→ **Directions**: Print the records exactly and in full, please; the pictures stay out.

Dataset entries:
== == ==

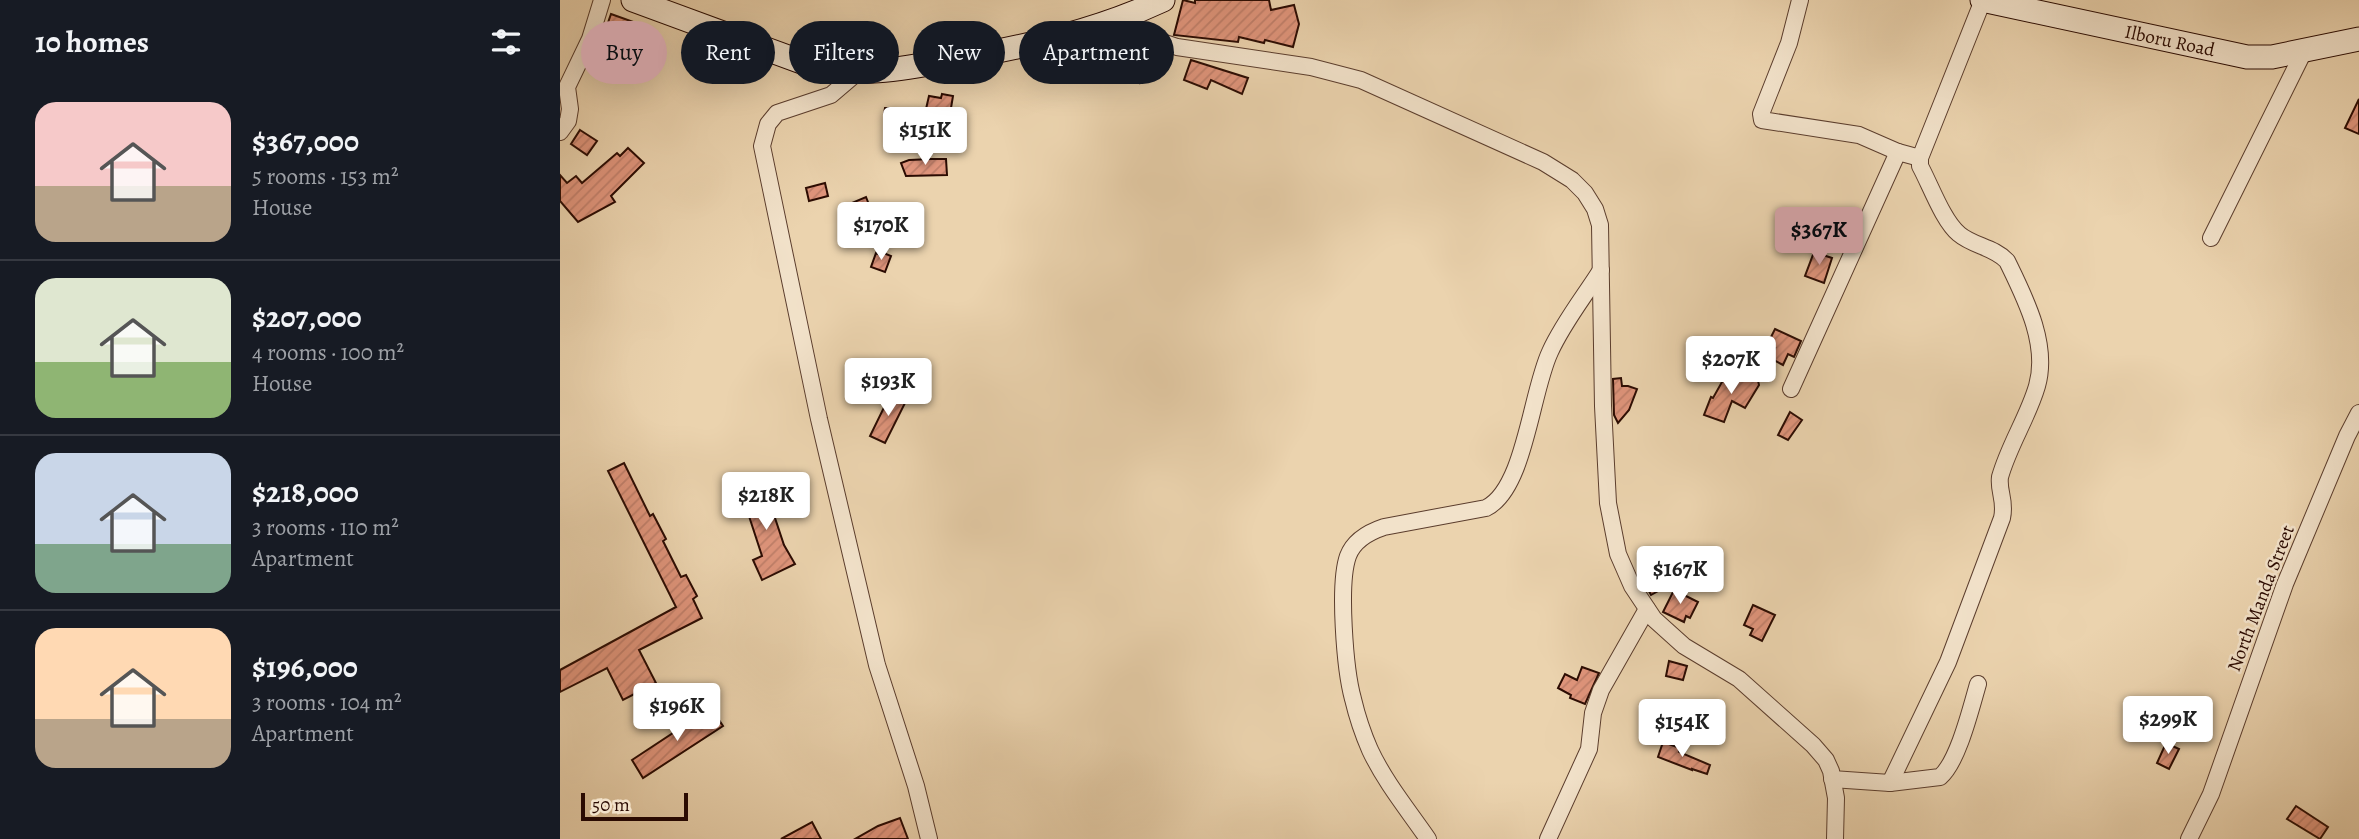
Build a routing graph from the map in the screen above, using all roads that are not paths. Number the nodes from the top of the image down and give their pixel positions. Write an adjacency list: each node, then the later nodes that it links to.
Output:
1 (602, 0): 14 (street)
2 (633, 0): 11 (street)
3 (1163, 0): 6 (street)
4 (1800, 0): 15 (street)
5 (1982, 0): 10 (street, Ilboru Road); 16 (street)
6 (1111, 21)
7 (2359, 39): 10 (street, Ilboru Road)
8 (1174, 44): 18 (street)
9 (1019, 47): 12 (street)
10 (2304, 51): 17 (street)
11 (789, 57)
12 (899, 68)
13 (844, 84): 25 (street)
14 (560, 132)
15 (1898, 152): 16 (street); 19 (street)
16 (1920, 158): 24 (street)
17 (2211, 238)
18 (1601, 269): 21 (street); 26 (street)
19 (1791, 390)
20 (2359, 413): 29 (street, North Manda Street)
21 (1647, 609): 23 (street); 27 (street)
22 (1978, 684): 24 (street)
23 (1832, 779): 24 (street); 28 (street)
24 (1890, 783)
25 (929, 839)
26 (1429, 839)
27 (1548, 839)
28 (1835, 839)
29 (2189, 839)

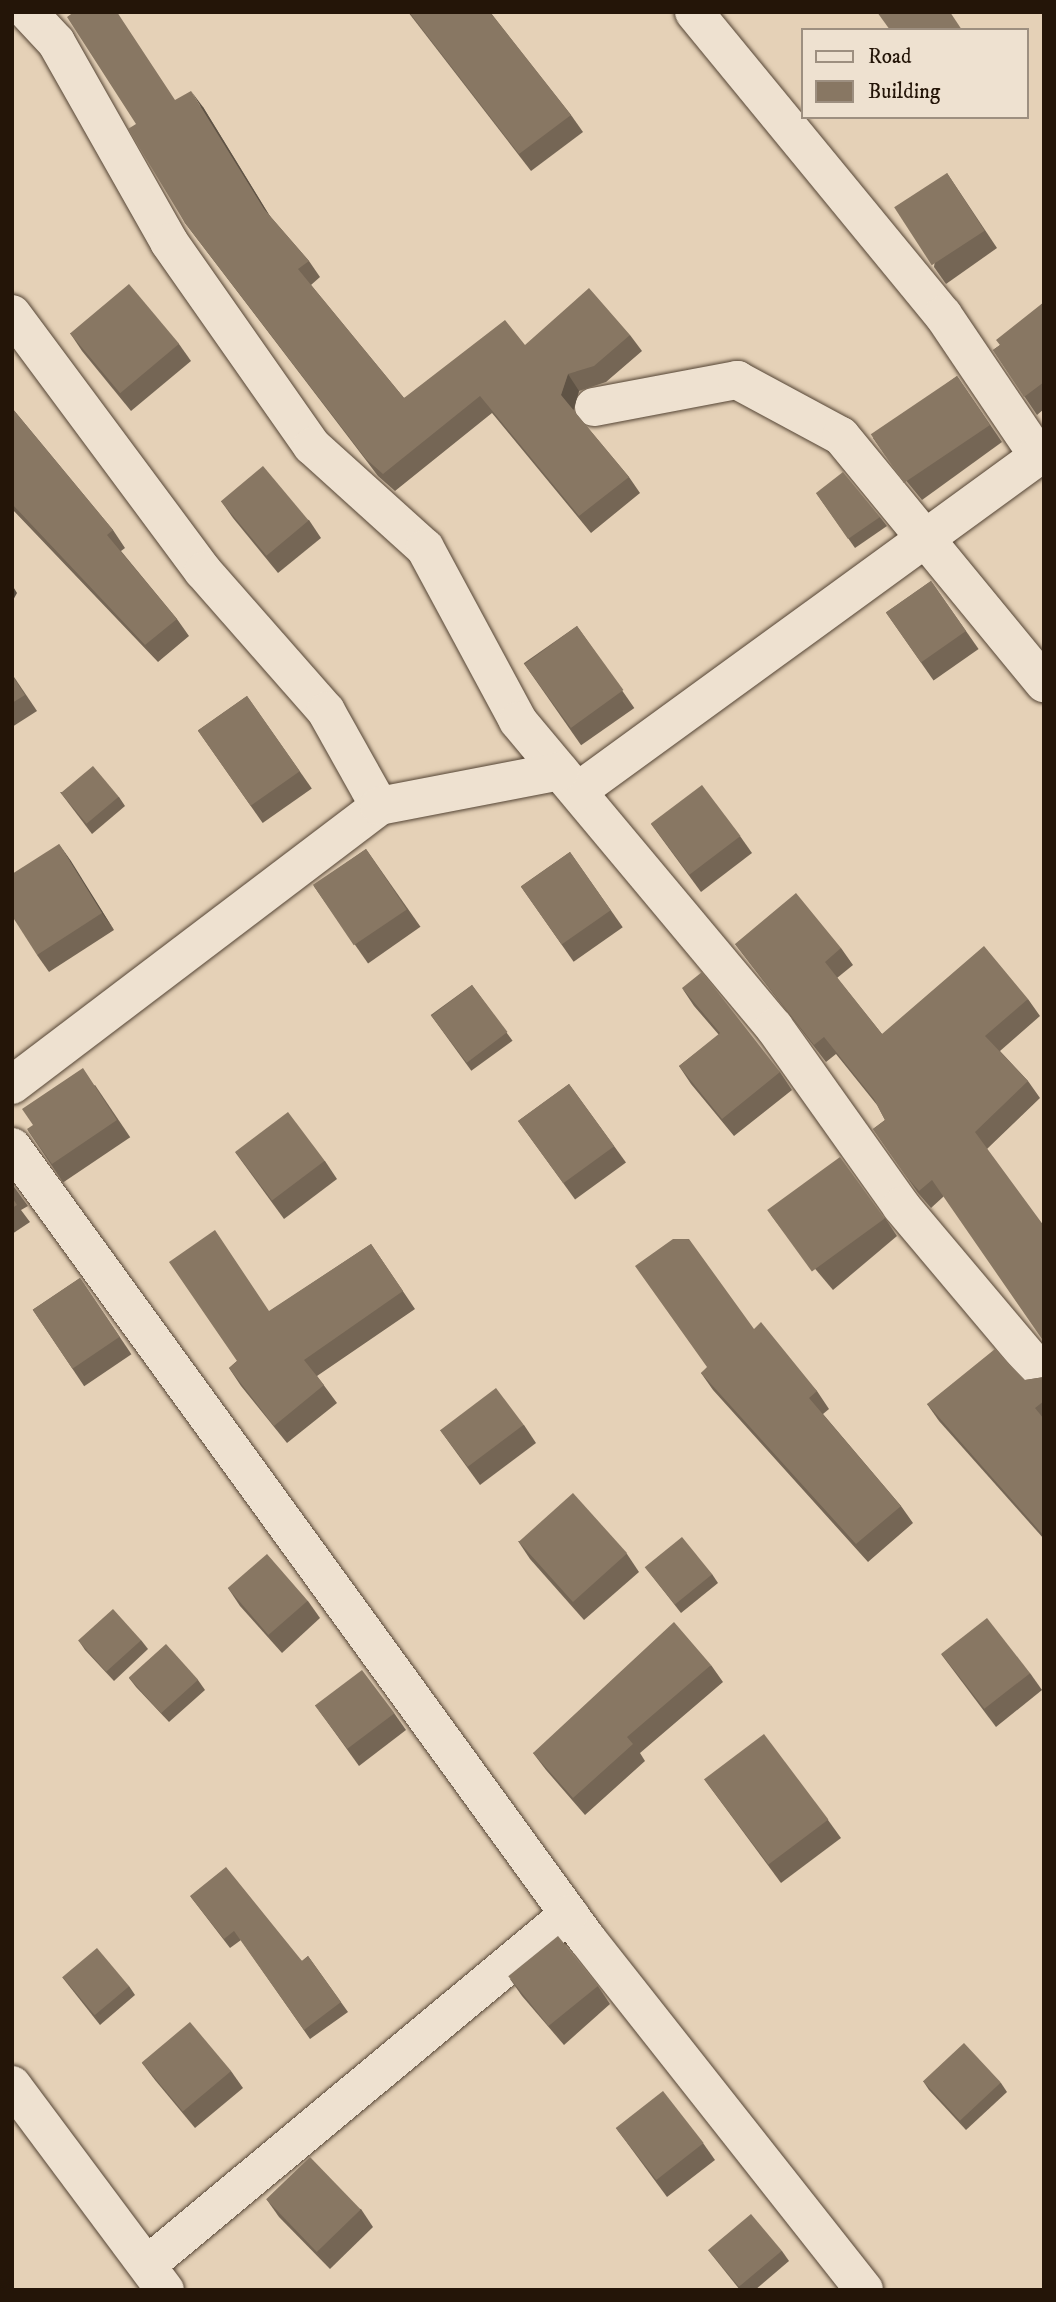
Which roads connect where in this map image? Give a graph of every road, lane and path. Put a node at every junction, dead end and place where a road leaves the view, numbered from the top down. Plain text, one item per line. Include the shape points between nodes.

== == ==

→ **Response to the task**:
Build a routing graph from the map in the screen above, using all roads that are not paths. Number the nodes from the top of the image down and give their pixel positions. Write an adjacency list: each node, then the later nodes that it links to.
Output:
1 (602, 0): 14 (street)
2 (633, 0): 11 (street)
3 (1163, 0): 6 (street)
4 (1800, 0): 15 (street)
5 (1982, 0): 10 (street, Ilboru Road); 16 (street)
6 (1111, 21)
7 (2359, 39): 10 (street, Ilboru Road)
8 (1174, 44): 18 (street)
9 (1019, 47): 12 (street)
10 (2304, 51): 17 (street)
11 (789, 57)
12 (899, 68)
13 (844, 84): 25 (street)
14 (560, 132)
15 (1898, 152): 16 (street); 19 (street)
16 (1920, 158): 24 (street)
17 (2211, 238)
18 (1601, 269): 21 (street); 26 (street)
19 (1791, 390)
20 (2359, 413): 29 (street, North Manda Street)
21 (1647, 609): 23 (street); 27 (street)
22 (1978, 684): 24 (street)
23 (1832, 779): 24 (street); 28 (street)
24 (1890, 783)
25 (929, 839)
26 (1429, 839)
27 (1548, 839)
28 (1835, 839)
29 (2189, 839)

Which roads connect where in this map image? Give a graph of every road, lane and path. Put a node at every junction, dead end and place where a road leaves the view, numbered from the top down. Plain text, one item per line. Include the shape points between nodes.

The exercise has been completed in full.